(Collected data)
· · ·

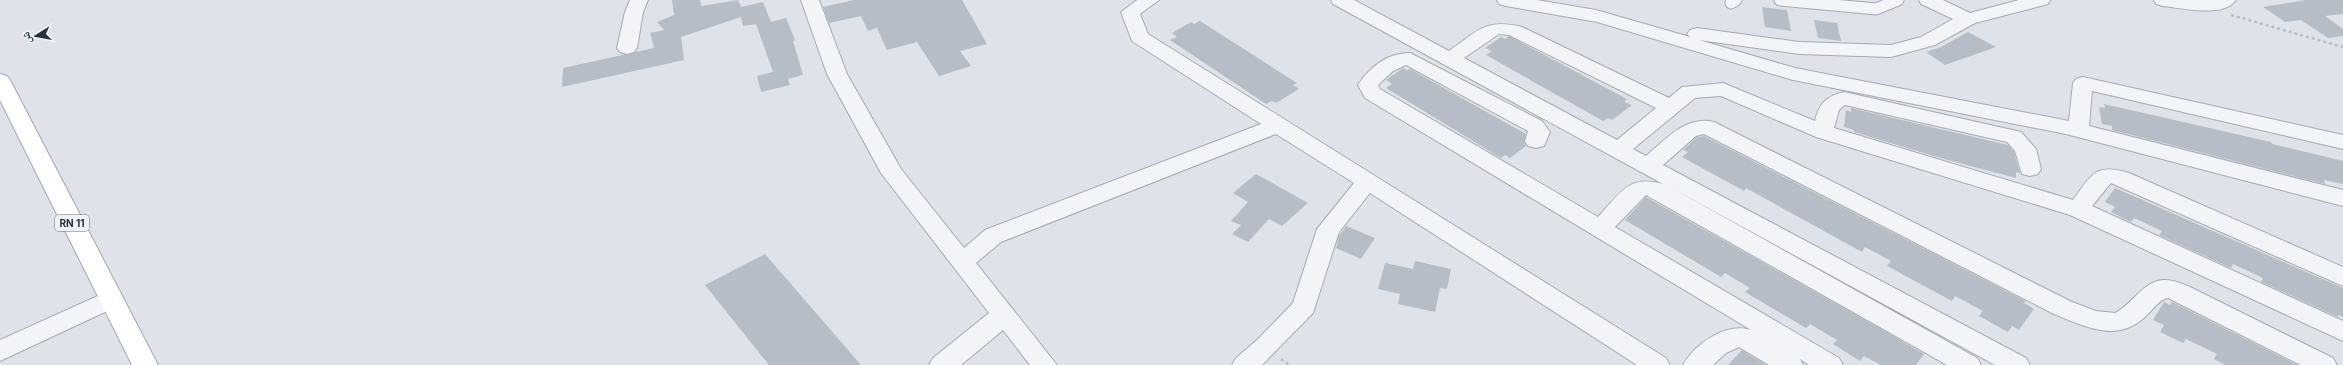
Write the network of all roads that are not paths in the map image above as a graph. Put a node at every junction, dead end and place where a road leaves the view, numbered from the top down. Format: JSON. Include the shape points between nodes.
{"nodes":[{"id":1,"x":639,"y":0,"type":"edge"},
{"id":2,"x":810,"y":0,"type":"edge"},
{"id":3,"x":1150,"y":0,"type":"edge"},
{"id":4,"x":1340,"y":0,"type":"edge"},
{"id":5,"x":1506,"y":0,"type":"edge"},
{"id":6,"x":1780,"y":0,"type":"edge"},
{"id":7,"x":1898,"y":0,"type":"edge"},
{"id":8,"x":1928,"y":0,"type":"edge"},
{"id":9,"x":2041,"y":0,"type":"edge"},
{"id":10,"x":2163,"y":0,"type":"edge"},
{"id":11,"x":2227,"y":0,"type":"edge"},
{"id":12,"x":1596,"y":16,"type":"junction"},
{"id":13,"x":1968,"y":19,"type":"junction"},
{"id":14,"x":627,"y":48,"type":"dead end"},
{"id":15,"x":1451,"y":58,"type":"junction"},
{"id":16,"x":0,"y":80,"type":"edge"},
{"id":17,"x":1671,"y":107,"type":"junction"},
{"id":18,"x":1276,"y":126,"type":"junction"},
{"id":19,"x":2078,"y":130,"type":"junction"},
{"id":20,"x":1823,"y":132,"type":"junction"},
{"id":21,"x":1536,"y":141,"type":"dead end"},
{"id":22,"x":2343,"y":142,"type":"edge"},
{"id":23,"x":1618,"y":150,"type":"junction"},
{"id":24,"x":1648,"y":166,"type":"junction"},
{"id":25,"x":2030,"y":169,"type":"dead end"},
{"id":26,"x":1367,"y":182,"type":"junction"},
{"id":27,"x":2343,"y":198,"type":"edge"},
{"id":28,"x":2078,"y":209,"type":"junction"},
{"id":29,"x":1601,"y":228,"type":"junction"},
{"id":30,"x":962,"y":262,"type":"junction"},
{"id":31,"x":2343,"y":277,"type":"edge"},
{"id":32,"x":111,"y":299,"type":"junction"},
{"id":33,"x":1004,"y":314,"type":"junction"},
{"id":34,"x":2343,"y":332,"type":"edge"},
{"id":35,"x":3,"y":355,"type":"edge"},
{"id":36,"x":145,"y":365,"type":"edge"},
{"id":37,"x":942,"y":365,"type":"edge"},
{"id":38,"x":1044,"y":365,"type":"edge"},
{"id":39,"x":1245,"y":365,"type":"edge"},
{"id":40,"x":1657,"y":365,"type":"edge"},
{"id":41,"x":1696,"y":365,"type":"edge"},
{"id":42,"x":1790,"y":365,"type":"edge"},
{"id":43,"x":1830,"y":365,"type":"edge"},
{"id":44,"x":1968,"y":365,"type":"edge"},
{"id":45,"x":2017,"y":365,"type":"edge"},
{"id":46,"x":2324,"y":365,"type":"edge"}],
"edges":[{"from":1,"to":14,"type":"street"},
{"from":2,"to":30,"type":"street","via":[[837,74],[892,173]]},
{"from":3,"to":18,"type":"street","via":[[1130,12],[1139,37]]},
{"from":4,"to":15,"type":"street"},
{"from":5,"to":12,"type":"street"},
{"from":6,"to":7,"type":"lane","via":[[1876,9]]},
{"from":8,"to":13,"type":"street"},
{"from":9,"to":13,"type":"street"},
{"from":10,"to":11,"type":"street","via":[[2208,6]]},
{"from":12,"to":13,"type":"street","via":[[1728,39],[1799,48],[1891,51],[1928,41]]},
{"from":12,"to":19,"type":"street","via":[[1793,74]]},
{"from":15,"to":17,"type":"street","via":[[1494,29],[1509,29]]},
{"from":15,"to":23,"type":"street"},
{"from":16,"to":32,"type":"main road","number":"RN 11"},
{"from":17,"to":20,"type":"street","via":[[1689,92],[1723,88]]},
{"from":17,"to":23,"type":"street"},
{"from":18,"to":26,"type":"street"},
{"from":18,"to":30,"type":"street","via":[[993,236]]},
{"from":19,"to":22,"type":"street","via":[[2083,83]]},
{"from":19,"to":27,"type":"street"},
{"from":20,"to":25,"type":"street","via":[[1831,104],[1834,100],[1844,98],[2014,137],[2025,149]]},
{"from":20,"to":28,"type":"street"},
{"from":21,"to":29,"type":"street","via":[[1539,132],[1535,126],[1410,59],[1398,60],[1372,78],[1368,85],[1372,93]]},
{"from":23,"to":24,"type":"street"},
{"from":24,"to":45,"type":"street"},
{"from":24,"to":46,"type":"street","via":[[1690,130],[1707,127],[2063,308],[2098,321],[2115,323],[2128,316],[2158,291],[2166,288],[2182,293]]},
{"from":26,"to":39,"type":"street","via":[[1328,229],[1304,307]]},
{"from":26,"to":40,"type":"street"},
{"from":28,"to":31,"type":"street","via":[[2102,178],[2109,175],[2122,178]]},
{"from":28,"to":34,"type":"street"},
{"from":29,"to":43,"type":"street"},
{"from":29,"to":44,"type":"street","via":[[1638,189],[1655,188]]},
{"from":30,"to":33,"type":"street"},
{"from":32,"to":35,"type":"street"},
{"from":32,"to":36,"type":"main road","number":"RN 11"},
{"from":33,"to":37,"type":"street"},
{"from":33,"to":38,"type":"street"},
{"from":41,"to":42,"type":"street","via":[[1728,338],[1735,337],[1743,337]]}]}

· · ·

* ABOUT THIS TASK *
What lines in the data above carry "dead"? Return them all.

* WRITTEN ANSWER *
Write the network of all roads that are not paths in the map image above as a graph. Put a node at every junction, dead end and place where a road leaves the view, numbered from the top down. Format: JSON. Include the shape points between nodes.
{"id":14,"x":627,"y":48,"type":"dead end"},
{"id":21,"x":1536,"y":141,"type":"dead end"},
{"id":25,"x":2030,"y":169,"type":"dead end"},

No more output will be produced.